Here is the world. Beautiful and terrible things will happen. Don’t be afraid. ~Frederich Buechner
…the heart of this country does not beat in Washington, DC, nor does its soul lie in a seat of power, nor does its destiny lie in which party occupies which section of government.
No, those things all lie with… people like you and me, people who get up and go to work and love their tiny plot of Earth and whose hands are rough and hardened by loving and giving. ~Billy Coffey from “The Heart of this Land”

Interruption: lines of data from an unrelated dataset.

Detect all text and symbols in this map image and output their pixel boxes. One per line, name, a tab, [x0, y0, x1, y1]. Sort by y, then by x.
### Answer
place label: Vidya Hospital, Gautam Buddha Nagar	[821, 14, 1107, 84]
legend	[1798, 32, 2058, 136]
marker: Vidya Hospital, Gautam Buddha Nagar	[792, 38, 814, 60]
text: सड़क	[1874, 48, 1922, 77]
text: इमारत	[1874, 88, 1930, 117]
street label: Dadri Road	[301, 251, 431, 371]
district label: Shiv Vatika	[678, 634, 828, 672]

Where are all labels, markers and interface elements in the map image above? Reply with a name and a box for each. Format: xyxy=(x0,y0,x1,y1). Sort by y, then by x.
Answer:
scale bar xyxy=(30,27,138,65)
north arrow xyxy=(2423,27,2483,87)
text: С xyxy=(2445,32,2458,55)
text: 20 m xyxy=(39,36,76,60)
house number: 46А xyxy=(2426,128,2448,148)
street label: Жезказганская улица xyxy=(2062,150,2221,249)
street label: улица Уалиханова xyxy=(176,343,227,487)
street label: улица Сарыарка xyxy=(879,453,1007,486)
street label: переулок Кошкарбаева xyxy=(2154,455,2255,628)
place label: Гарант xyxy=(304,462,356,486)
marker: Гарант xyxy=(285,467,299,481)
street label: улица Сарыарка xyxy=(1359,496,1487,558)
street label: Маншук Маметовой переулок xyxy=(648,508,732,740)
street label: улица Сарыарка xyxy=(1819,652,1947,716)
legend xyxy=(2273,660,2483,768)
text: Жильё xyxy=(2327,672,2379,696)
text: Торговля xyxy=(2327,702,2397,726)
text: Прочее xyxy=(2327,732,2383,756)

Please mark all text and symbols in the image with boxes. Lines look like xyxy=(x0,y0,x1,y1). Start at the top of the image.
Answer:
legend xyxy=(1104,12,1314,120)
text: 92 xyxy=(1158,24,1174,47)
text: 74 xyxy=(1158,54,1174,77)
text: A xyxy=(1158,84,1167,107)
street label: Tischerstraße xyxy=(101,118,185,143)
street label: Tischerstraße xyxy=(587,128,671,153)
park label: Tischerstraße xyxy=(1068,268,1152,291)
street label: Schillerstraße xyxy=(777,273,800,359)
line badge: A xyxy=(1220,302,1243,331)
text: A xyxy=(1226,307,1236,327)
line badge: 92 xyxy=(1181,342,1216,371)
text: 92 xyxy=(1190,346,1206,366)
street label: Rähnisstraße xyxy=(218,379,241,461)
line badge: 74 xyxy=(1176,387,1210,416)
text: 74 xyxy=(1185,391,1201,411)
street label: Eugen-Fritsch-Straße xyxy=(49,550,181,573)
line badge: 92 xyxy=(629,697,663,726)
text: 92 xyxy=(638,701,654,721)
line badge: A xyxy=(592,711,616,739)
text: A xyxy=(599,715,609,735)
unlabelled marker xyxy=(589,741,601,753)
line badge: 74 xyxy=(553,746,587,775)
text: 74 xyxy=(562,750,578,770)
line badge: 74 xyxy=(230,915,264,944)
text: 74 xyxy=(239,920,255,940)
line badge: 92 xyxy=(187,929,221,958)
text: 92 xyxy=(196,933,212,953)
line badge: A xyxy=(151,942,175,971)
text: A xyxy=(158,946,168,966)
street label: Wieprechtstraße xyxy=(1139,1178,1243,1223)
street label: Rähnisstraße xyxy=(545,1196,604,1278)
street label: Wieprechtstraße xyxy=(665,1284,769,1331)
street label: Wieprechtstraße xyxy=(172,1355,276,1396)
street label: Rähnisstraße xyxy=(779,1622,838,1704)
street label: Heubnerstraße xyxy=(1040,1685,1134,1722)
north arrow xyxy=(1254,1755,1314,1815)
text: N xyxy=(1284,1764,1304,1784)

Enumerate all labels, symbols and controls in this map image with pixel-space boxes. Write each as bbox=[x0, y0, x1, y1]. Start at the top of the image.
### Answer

Even if I knew that tomorrow the world would go to pieces, I would still plant my apple tree. ~Martin Luther
…as the land around turns rocky and hollow… I’d never suspected: every day, Although the nation is done for, I find new flowers. ~Donald Revell from “Election Year”
This morning I search for any hint of beauty trying its best to thrive in the rocky hollowed-out cracks of our foundation.
I look for something (anything) kind and gentle and hopeful to share here.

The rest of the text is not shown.